The old Southern Baptist Convention was no more. Jimmie Carter and many others left. But what the churches did locally didn’t matter — all the spokesmen were fundamentalist in religion and right-wing in politics. They controlled the microphone. It’s taken decades, but the extremism has gradually alienated many sincere church members. Numbers and influence are falling.

Charles

May 16th, 2012

“And as for evangelizing, it turns out that the non-churched really do care about Teh Ghey and they don’t want to hear you preach against it. Only 3% said they’d prefer a church that is anti-gay, while 72% of Americans who never attend a place of worship would rather not sit through Sodomy Sunday, thank you very much.”

I can only say that times have radically changed in my lifetime.

Snowman

May 16th, 2012

When *I* went to church, I sure as hell didn’t want to hear about gay people, or politics, or how great the Pastor was or that I should give them money.

That kind of crap is not what a church is for. “Sodomy Sunday?” Yeah, I’d of got up and walked out, and made a point of telling them why, too. As it was, I left for other reasons before all the anti-gay and “values voter” crap even started from the pulpit.

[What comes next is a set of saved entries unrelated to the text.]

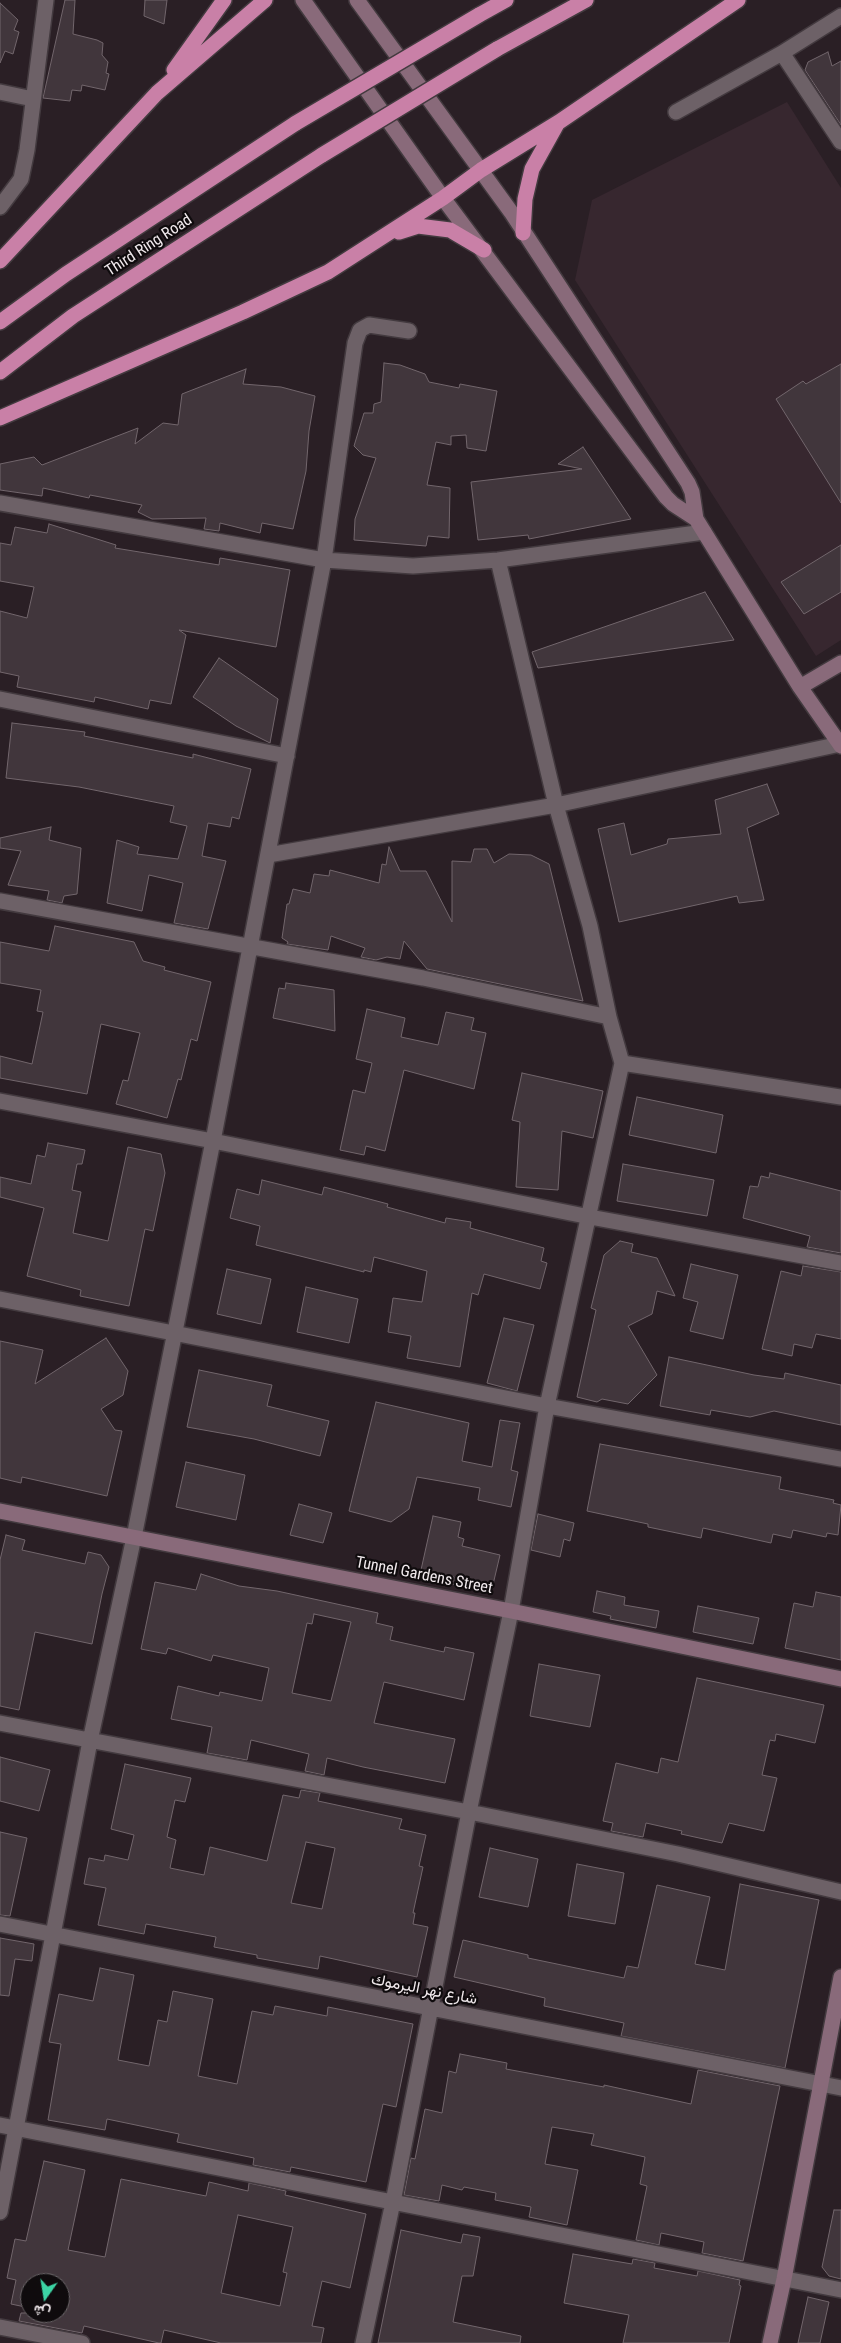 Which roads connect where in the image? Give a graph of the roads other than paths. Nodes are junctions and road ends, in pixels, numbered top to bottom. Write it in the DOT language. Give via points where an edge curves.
graph roads {
  1 [pos="46,0"];
  2 [pos="224,0"];
  3 [pos="264,0"];
  4 [pos="303,0"];
  5 [pos="357,0"];
  6 [pos="506,0"];
  7 [pos="586,0"];
  8 [pos="738,0"];
  9 [pos="841,16"];
  10 [pos="782,53"];
  11 [pos="0,92"];
  12 [pos="157,94"];
  13 [pos="34,99"];
  14 [pos="676,112"];
  15 [pos="559,122"];
  16 [pos="841,142"];
  17 [pos="481,170"];
  18 [pos="443,198"];
  19 [pos="0,207"];
  20 [pos="523,233"];
  21 [pos="381,238"];
  22 [pos="484,250"];
  23 [pos="0,261"];
  24 [pos="0,322"];
  25 [pos="409,332"];
  26 [pos="0,372"];
  27 [pos="0,418"];
  28 [pos="0,503"];
  29 [pos="696,519"];
  30 [pos="704,532"];
  31 [pos="324,560"];
  32 [pos="498,560"];
  33 [pos="841,663"];
  34 [pos="800,687"];
  35 [pos="0,699"];
  36 [pos="840,745"];
  37 [pos="287,756"];
  38 [pos="556,806"];
  39 [pos="268,855"];
  40 [pos="0,901"];
  41 [pos="249,948"];
  42 [pos="609,1017"];
  43 [pos="622,1064"];
  44 [pos="841,1097"];
  45 [pos="0,1101"];
  46 [pos="213,1141"];
  47 [pos="590,1217"];
  48 [pos="841,1263"];
  49 [pos="0,1299"];
  50 [pos="175,1332"];
  51 [pos="547,1406"];
  52 [pos="841,1459"];
  53 [pos="0,1511"];
  54 [pos="134,1537"];
  55 [pos="511,1611"];
  56 [pos="841,1679"];
  57 [pos="0,1723"];
  58 [pos="90,1741"];
  59 [pos="469,1812"];
  60 [pos="841,1892"];
  61 [pos="0,1924"];
  62 [pos="54,1934"];
  63 [pos="841,1977"];
  64 [pos="430,2010"];
  65 [pos="819,2084"];
  66 [pos="841,2088"];
  67 [pos="0,2125"];
  68 [pos="17,2129"];
  69 [pos="393,2202"];
  70 [pos="0,2212"];
  71 [pos="784,2279"];
  72 [pos="841,2290"];
  73 [pos="0,2327"];
  74 [pos="82,2343"];
  75 [pos="362,2343"];
  76 [pos="770,2343"];
  1 -- 13 [label="street"];
  2 -- 12 [label="highway"];
  3 -- 12 [label="highway"];
  4 -- 18 [label="main road"];
  5 -- 17 [label="main road"];
  6 -- 24 [label="highway, Third Ring Road, bridge" via="296,123 66,274"];
  7 -- 26 [label="highway, Third Ring Road, bridge" via="497,49 322,155 73,316"];
  8 -- 15 [label="highway"];
  9 -- 10 [label="street"];
  10 -- 14 [label="street"];
  10 -- 16 [label="street"];
  11 -- 13 [label="street"];
  12 -- 23 [label="highway"];
  13 -- 19 [label="street" via="21,179"];
  15 -- 17 [label="highway"];
  15 -- 20 [label="highway" via="532,169 525,199"];
  17 -- 18 [label="highway"];
  17 -- 20 [label="main road"];
  18 -- 21 [label="highway"];
  18 -- 22 [label="main road"];
  20 -- 29 [label="main road" via="688,484"];
  21 -- 22 [label="highway" via="418,226 432,226 450,230"];
  21 -- 27 [label="highway" via="328,272"];
  22 -- 29 [label="main road" via="666,497"];
  25 -- 31 [label="street" via="369,325 360,330 355,343"];
  28 -- 31 [label="street"];
  29 -- 30 [label="main road"];
  30 -- 32 [label="street"];
  30 -- 34 [label="main road"];
  31 -- 32 [label="street" via="413,566"];
  31 -- 37 [label="street"];
  32 -- 38 [label="street"];
  33 -- 34 [label="main road"];
  34 -- 36 [label="main road"];
  35 -- 37 [label="street"];
  36 -- 38 [label="street"];
  37 -- 39 [label="street"];
  38 -- 39 [label="street"];
  38 -- 42 [label="street" via="590,926"];
  39 -- 41 [label="street"];
  40 -- 41 [label="street"];
  41 -- 42 [label="street" via="423,978"];
  41 -- 46 [label="street"];
  42 -- 43 [label="street"];
  43 -- 44 [label="street"];
  43 -- 47 [label="street"];
  45 -- 46 [label="street"];
  46 -- 47 [label="street"];
  46 -- 50 [label="street"];
  47 -- 48 [label="street"];
  47 -- 51 [label="street"];
  49 -- 50 [label="street"];
  50 -- 51 [label="street"];
  50 -- 54 [label="street"];
  51 -- 52 [label="street"];
  51 -- 55 [label="street"];
  53 -- 54 [label="main road, Tunnel Gardens Street"];
  54 -- 55 [label="main road, Tunnel Gardens Street"];
  54 -- 58 [label="street"];
  55 -- 56 [label="main road, Tunnel Gardens Street"];
  55 -- 59 [label="street"];
  57 -- 58 [label="street"];
  58 -- 59 [label="street"];
  58 -- 62 [label="street"];
  59 -- 60 [label="street" via="678,1854"];
  59 -- 64 [label="street"];
  61 -- 62 [label="street, شارع نهر اليرموك"];
  62 -- 64 [label="street, شارع نهر اليرموك"];
  62 -- 68 [label="street"];
  63 -- 65 [label="main road"];
  64 -- 65 [label="street, شارع نهر اليرموك"];
  64 -- 69 [label="street"];
  65 -- 66 [label="street, شارع نهر اليرموك"];
  65 -- 71 [label="main road"];
  67 -- 68 [label="street"];
  68 -- 69 [label="street"];
  68 -- 70 [label="street"];
  69 -- 71 [label="street"];
  69 -- 75 [label="street"];
  71 -- 72 [label="street"];
  71 -- 76 [label="main road"];
  73 -- 74 [label="street"];
}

But then, evidently, I’m not the only one who got sick of the bullshit.

MattNYC

May 16th, 2012

@Mudduck – thanks for the perspective.

as for “it may just be that Jacksonville Baptists are a whole separate brand of stupid”… I lived there and can say “Amen!” to this assertion. In the ’90s, the Baptists and the Klan (I think they got a 2-for-1 membership deal) would take down the license plate numbers of any attendees to Pride events and outside Gay hangouts/bars.

F Young

May 16th, 2012

Here’s a related story:

How to win a culture war and lose a generation
http://rachelheldevans.com/win-culture-war-lose-generation-amendment-one-north-carolina

Richard Rush

May 16th, 2012

Thanks to F Young’s link, it’s nice to see it finally documented that the perceived defining ideology of Christianity today has become the persecution of gay people.

Brian

May 17th, 2012

The question “do you believe that homsexuality is a sin?” is a nonsense. If they mean sexual behaviour with a person of the same sex, then they should say so. And then ask if the answer applies regardless of whether it is a committed relationship or merely casual sex. “Homosexaility” can no more be a sin that blue eyes. it’s behaviour that is or isn’t sinful, whatever that means.

Ben in Oakland

May 17th, 2012

Brian, you’re wrong on that. I have it on the authority of the only infallible man on the planet , speaking ex cathedra from his belly button (take THAT, Jubal Hawshaw)that homosexuality is an objective, intrinsic moral disorder with a an inherent tendency towards grave moral evil.

Hyhybt

May 17th, 2012

Brian: I think this is applicable… “But I say unto you, That whosoever looketh on a woman to lust after her hath committed adultery with her already in his heart.”

In other words, *wanting* to sin is, itself, sinful. Now, that’s OK, because gay sex isn’t inherently sinful… but it makes sense that many people who believe it IS sinful would believe that being gay is too even if you stay celibate.